Pétionville (écrit aussi Pétion-Ville ; en créole haïtien : Petyonvil) est une commune d'Haïti de la banlieue de Port-au-Prince, située dans le département de l'Ouest et dans l'arrondissement de Port-au-Prince.

La commune se situe sur une colline à proximité de la capitale haïtienne surnommée « la coupe charbonnière » car elle fournissait une grande partie du charbon de bois à la ville. C'était un lieu de villégiature réputé.

Cette commune a été fondée en 1831 par le président Jean-Pierre Boyer, et a été nommée d’après Alexandre Pétion Sabes (1770-1818), et qui est reconnu comme l'un des quatre pères fondateurs du pays. Pétion-Ville devint à partir de la deuxième moitié du XIXe siècle la résidence de nombreux Port-au-Princiens qui venaient y chercher un peu de fraîcheur.

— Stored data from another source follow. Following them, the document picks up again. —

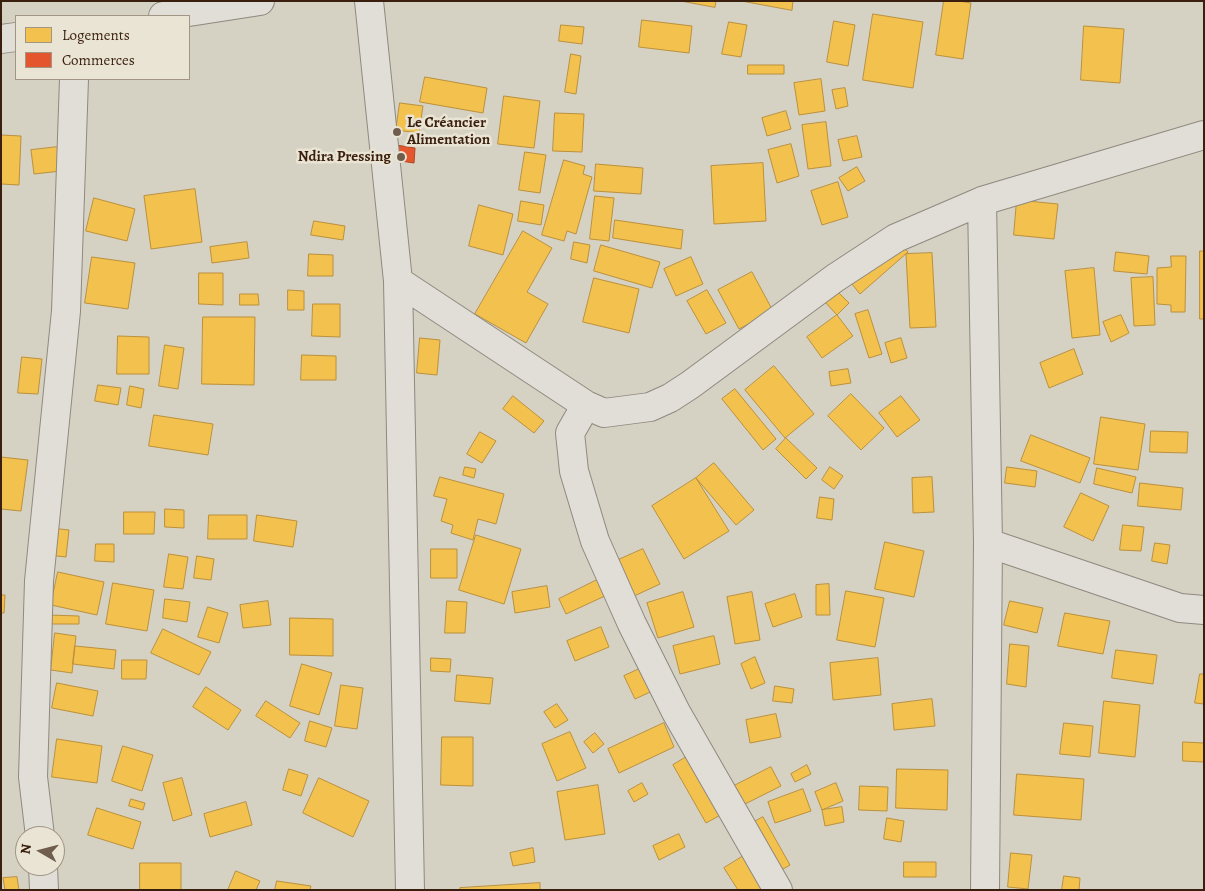 <!DOCTYPE html>
<meta charset="utf-8">
<style>
body{margin:0}
#map{position:relative;width:1205px;height:891px;overflow:hidden;background:#d5d1c3;font-family:Alegreya,serif}
canvas{display:block}
.frame{position:absolute;inset:0;border:2px solid #3b1f0e;pointer-events:none}
.legend{position:absolute;left:15px;top:15px;width:175px;height:65px;box-sizing:border-box;background:#e9e4d3;border:1px solid #a39584;margin:0;padding:6px 9px;list-style:none;font-size:15px;color:#3b1f0e}
.legend li{display:flex;align-items:center;gap:10px;height:25px}
.legend b{width:25px;border:1px solid #a39584}
.north{position:absolute;left:15px;top:826px;width:50px;height:50px;box-sizing:border-box;background:#e9e4d3;border:1px solid #a39584;border-radius:50%;rotate:278deg;font-size:14px;font-weight:700;line-height:20px;text-align:center;color:#3b1f0e}
.north::after{content:'';display:block;margin:auto;width:18px;height:22px;background:#715d4d;clip-path:polygon(50% 0,100% 100%,50% 72%,0 100%)}
</style>
<div id="map">
<canvas width="1205" height="891"></canvas>
<div class="frame"></div>
<ul class="legend">
<li><b style="height:14px;background:#f2c14e"></b>Logements</li>
<li><b style="height:14px;background:#e4572e"></b>Commerces</li>
</ul>
<div class="north">N</div>
</div>
<script>
const ctx = document.querySelector('canvas').getContext('2d');
ctx.lineJoin = 'round';
function fillPath(path, color) { ctx.fillStyle = color; ctx.fill(path, 'evenodd'); }
function stroke(path, color, width, dash) { ctx.strokeStyle = color; ctx.lineWidth = width; ctx.lineCap = dash ? 'butt' : 'round'; ctx.setLineDash(dash || []); ctx.stroke(path); }
function write(font, color, halo, rows, align = 'center') {
  ctx.font = font + ' Alegreya,serif'; ctx.lineWidth = 5; ctx.setLineDash([]); ctx.textBaseline = 'middle'; ctx.strokeStyle = halo; ctx.fillStyle = color; for (const [text, x, y, turn = 0] of rows) {
    ctx.save(); ctx.translate(x, y); ctx.rotate((+turn || 0) * Math.PI / 180); ctx.textAlign = isNaN(turn) ? turn : align; if (halo) ctx.strokeText(text, 0, 0); ctx.fillText(text, 0, 0); ctx.restore();
  }
}
const homes = new Path2D(`
 M681 1H716L715 7Z
 M742 1H793L792 10Z
 M944 1H959L971 3 963 59 936 55Z
 M873 14 923 22 913 88 863 80Z
 M642 20 692 26 689 53 639 47Z
 M834 21 855 25 848 66 827 62Z
 M729 22 747 25 741 57 722 54Z
 M561 25 584 27 582 44 559 41Z
 M1084 26 1124 29 1120 83 1081 80Z
 M571 54 581 56 576 94 565 92Z
 M748 65H784V74H748Z
 M425 77 487 88 483 113 420 102Z
 M821 79 825 111 799 115 794 83Z
 M845 88 848 106 836 109 832 90Z
 M504 96 540 101 534 148 498 144Z
 M400 103 423 106 419 133 396 130Z
 M786 111 791 129 767 136 762 118Z
 M555 113 584 114 582 152 553 151Z
 M826 122 831 166 808 169 802 125Z
 M1 135 21 136 19 185 1 184Z
 M857 136 862 157 843 161 838 140Z
 M791 144 799 176 777 183 768 150Z
 M58 147 61 171 34 174 31 150Z
 M525 152 546 155 540 193 519 190Z
 M564 160 585 166 583 174 592 177 576 234 567 231 564 241 542 235Z
 M763 163 766 221 714 224 711 166Z
 M596 164 643 168 641 194 594 191Z
 M857 167 865 181 848 191 839 178Z
 M838 182 848 217 822 225 811 191Z
 M195 189 202 242 151 249 144 196Z
 M595 196 614 198 609 241 590 239Z
 M94 198 135 209 127 241 86 231Z
 M1017 200 1058 204 1054 239 1014 235Z
 M521 201 544 205 541 225 518 221Z
 M479 205 513 214 503 255 469 246Z
 M615 220 683 230 681 249 613 238Z
 M314 221 345 226 343 240 311 235Z
 M523 231 552 248 527 292 548 304 526 343 475 314Z
 M896 238 908 252 860 294 848 279Z
 M247 242 249 258 212 263 210 247Z
 M574 242 590 245 587 263 571 259Z
 M601 245 660 262 652 288 594 271Z
 M1200 251H1204V319H1200Z
 M1116 252 1149 256 1147 274 1114 271Z
 M932 253 936 327 910 328 906 254Z
 M309 254 333 255V276H308Z
 M1171 256H1186L1185 312H1171V305L1157 304V268L1171 267Z
 M92 257 135 263 128 309 85 303Z
 M691 257 703 284 676 296 664 269Z
 M1094 268 1100 335 1072 338 1065 271Z
 M752 272 773 311 739 329 718 290Z
 M199 273H223V305L199 304Z
 M1153 277 1155 325 1134 326 1131 278Z
 M594 278 639 289 629 333 583 322Z
 M288 290 304 291V310H288Z
 M707 290 726 323 706 334 687 301Z
 M836 290 849 303 837 315 825 302Z
 M240 294H258L259 305H240Z
 M313 304H340V337L312 336Z
 M868 310 882 354 869 358 855 314Z
 M837 315 853 336 822 358 807 337Z
 M1121 315 1129 333 1111 342 1103 322Z
 M203 317H255L254 385 202 384Z
 M118 336 149 337V374H117Z
 M420 338 440 340 437 375 417 373Z
 M901 338 907 358 891 363 885 343Z
 M165 345 184 348 178 389 159 386Z
 M1074 349 1083 374 1049 388 1040 363Z
 M302 355 336 356V380H301Z
 M22 357 42 359 38 394 18 393Z
 M774 366 814 414 785 438 745 390Z
 M848 369 851 383 831 386 829 372Z
 M98 385 121 388 118 405 95 401Z
 M130 386 144 389 141 408 127 405Z
 M735 389 776 439 763 450 722 399Z
 M851 394 884 428 861 450 828 416Z
 M513 396 544 421 534 433 503 409Z
 M901 396 920 420 897 437 879 413Z
 M154 415 213 424 208 455 149 446Z
 M1101 417 1145 424 1138 470 1094 464Z
 M1151 431 1188 432 1187 453 1150 452Z
 M480 432 496 441 482 463 467 454Z
 M1031 435 1090 458 1080 483 1021 461Z
 M786 438 817 468 806 479 776 449Z
 M1 457 28 460 21 511 1 509Z
 M714 463 754 510 736 525 696 478Z
 M465 467 476 469 474 478 463 475Z
 M830 467 843 476 834 489 822 480Z
 M1007 467 1037 471 1035 487 1005 483Z
 M1097 468 1136 477 1132 493 1094 484Z
 M440 477 504 494 496 524 478 519 473 540 451 533 453 525 441 521 447 499 434 496Z
 M932 477 934 512 913 513 912 478Z
 M696 478 729 531 684 559 652 506Z
 M1140 483 1183 488 1181 510 1138 506Z
 M1081 493 1109 506 1093 541 1064 527Z
 M820 497 834 499 832 520 817 518Z
 M165 509 184 510V528L165 527Z
 M124 512H155L154 534H124Z
 M209 515H247V539H208Z
 M257 515 297 521 293 547 254 541Z
 M1123 525 1144 527 1141 551 1120 550Z
 M51 528 69 530 66 557 48 555Z
 M476 535 521 549 504 604 459 590Z
 M885 542 924 551 914 597 875 589Z
 M1155 543 1170 545 1167 564 1152 561Z
 M96 544H114V562L95 561Z
 M431 549H457V578H431Z
 M643 549 660 584 632 597 616 561Z
 M169 554 188 557 183 589 164 587Z
 M197 556 214 559 211 580 194 578Z
 M58 572 104 582 97 615 51 605Z
 M599 579 607 595 566 614 559 599Z
 M113 583 154 590 147 631 106 624Z
 M829 584 830 615H816V585Z
 M547 586 550 607 515 613 512 592Z
 M846 591 884 598 875 647 837 640Z
 M683 592 694 627 658 638 647 603Z
 M752 592 760 640 735 644 727 597Z
 M795 594 802 617 773 627 765 604Z
 M1 595H5L4 613H1Z
 M165 599 190 602 187 622 163 618Z
 M268 601 271 625 243 628 240 605Z
 M447 601 467 602 465 633H445Z
 M1010 601 1043 608 1037 633 1004 625Z
 M208 607 228 613 219 643 198 637Z
 M1065 613 1110 621 1103 654 1058 646Z
 M48 615 79 616V624H47Z
 M290 618 333 619V656L290 655Z
 M601 627 609 647 575 661 567 641Z
 M163 629 211 652 199 675 151 653Z
 M55 633 76 636 72 673 51 670Z
 M714 636 720 664 680 674 673 646Z
 M1010 644 1029 646 1026 687 1007 684Z
 M75 646 116 650 114 669 73 664Z
 M1116 650 1157 655 1153 684 1112 678Z
 M755 657 765 683 751 689 741 664Z
 M431 658 451 659 450 672 431 671Z
 M878 658 881 695 833 700 830 663Z
 M122 660H147L146 679H122Z
 M302 664 332 673 319 715 290 706Z
 M648 665 659 688 635 699 624 676Z
 M1200 674H1204V704L1195 703Z
 M457 675 493 678 490 704 455 701Z
 M57 683 98 691 93 716 52 708Z
 M341 685 363 688 357 729 335 726Z
 M775 686 794 689 792 703 773 701Z
 M206 687 241 710 228 730 193 707Z
 M932 699 935 726 894 730 892 704Z
 M266 701 300 723 290 738 256 716Z
 M1104 701 1140 705 1135 757 1099 753Z
 M557 704 568 720 555 728 544 712Z
 M776 714 781 737 750 743 746 720Z
 M310 721 332 728 326 747 305 741Z
 M664 723 674 747 619 773 608 749Z
 M1064 723 1093 726 1090 757 1060 754Z
 M570 732 586 768 557 781 542 744Z
 M595 733 604 744 593 753 584 742Z
 M442 737H473V786L441 785Z
 M57 739 102 746 97 783 52 777Z
 M1183 742 1204 743V762L1183 761Z
 M123 746 153 755 142 791 112 781Z
 M693 753 726 812 706 823 673 765Z
 M807 765 811 774 795 782 791 774Z
 M771 767 781 786 739 807 730 788Z
 M289 769 308 775 301 796 283 790Z
 M897 769 948 770 947 810 896 808Z
 M1017 774 1084 779 1081 820 1014 815Z
 M182 778 192 815 173 821 163 783Z
 M319 778 369 801 353 837 303 813Z
 M642 783 648 794 634 802 628 791Z
 M836 783 843 801 822 810 815 792Z
 M598 785 605 834 565 840 557 792Z
 M860 786 888 787 887 811 859 810Z
 M803 789 811 811 775 823 768 802Z
 M131 799 145 803 143 810 129 806Z
 M246 802 252 825 210 837 204 814Z
 M842 807 844 822 825 826 822 810Z
 M97 808 141 822 133 849 88 835Z
 M763 817 790 865 776 873 749 825Z
 M887 818 904 821 901 842 884 839Z
 M679 834 685 847 659 860 653 846Z
 M533 848 535 862 513 866 510 853Z
 M1011 853 1032 855 1028 889 1008 887Z
 M745 855 766 890H738L724 868Z
 M904 862H936V877H904Z
 M140 863H181V890H140Z
 M236 871 260 881 256 890H228Z
 M1064 876 1080 878 1079 890H1062Z
 M17 877 19 890H5L3 878Z
 M277 881 311 886 310 890H275Z
 M540 883V890H460V888Z`);
const shops = new Path2D(`
 M396 145 415 148 414 163 394 160Z`);
const minor = new Path2D(`
 M369 1 398 281 410 890
 M163 16 260 1
 M1 39 16 37
 M982 201 988 543 985 890
 M398 281 586 405 604 413 650 407 670 398 690 385 835 278 896 238 982 201 1204 135
 M586 405 570 433 574 471 595 541 632 624 676 712 778 890
 M988 543 1180 608 1204 610
 M40 836 33 777 39 581 66 311 74 79
 M43 866 44 890`);
const markers = [
 [397,132,5,"#715d4d"],
 [401,157,5,"#715d4d"]
];
const poiNames = [
 ["Le Créancier",407,123],
 ["Alimentation",407,140],
 ["Ndira Pressing",391,157,"right"]
];
fillPath(homes, '#f2c14e');
stroke(homes, '#bb903b', 1);
fillPath(shops, '#e4572e');
stroke(shops, '#b14624', 1);
stroke(minor, '#8f897f', 30);
stroke(minor, '#e0ded7', 28);
for (const [x, y, r, color] of markers) { const dot = new Path2D(); dot.arc(x, y, r, 0, 2 * Math.PI); ctx.fillStyle = color; ctx.fill(dot); stroke(dot, '#e9e4d3', 2); }
write('bold 15px', '#3b1f0e', '#e9e4d3', poiNames, 'left');
</script>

Le quartier est principalement une zone résidentielle*lien et touristique. Un recensement de population*lien a révélé que la population en 2003 était de 283 052 habitants[1], et en 2015 elle a atteint 376 834 habitants Pétion-Ville fait partie de la conurbation formée autour de la capitale Port-au-Prince. Pétion-Ville fait partie de la zone métropolitaine de Port-au-Prince. C’est une des zones les plus aisées, où la majorité de l'activité touristique prend place, et l'une des parties les plus riches du pays. De nombreux diplomates, hommes d'affaires étrangers, et un grand nombre de citoyens fortunés font des affaires et habitent Pétionville.  Malgré la distance de la capitale et l'affluence générale de Pétion Ville, le manque de rigueur administrative dans la gestion de la ville a mené à la formation de bidonvilles sur les bords extérieurs de la région. Les habitants moins aisés migrent vers les montagnes  et ils s’installent à la recherche d’opportunité d'emploi.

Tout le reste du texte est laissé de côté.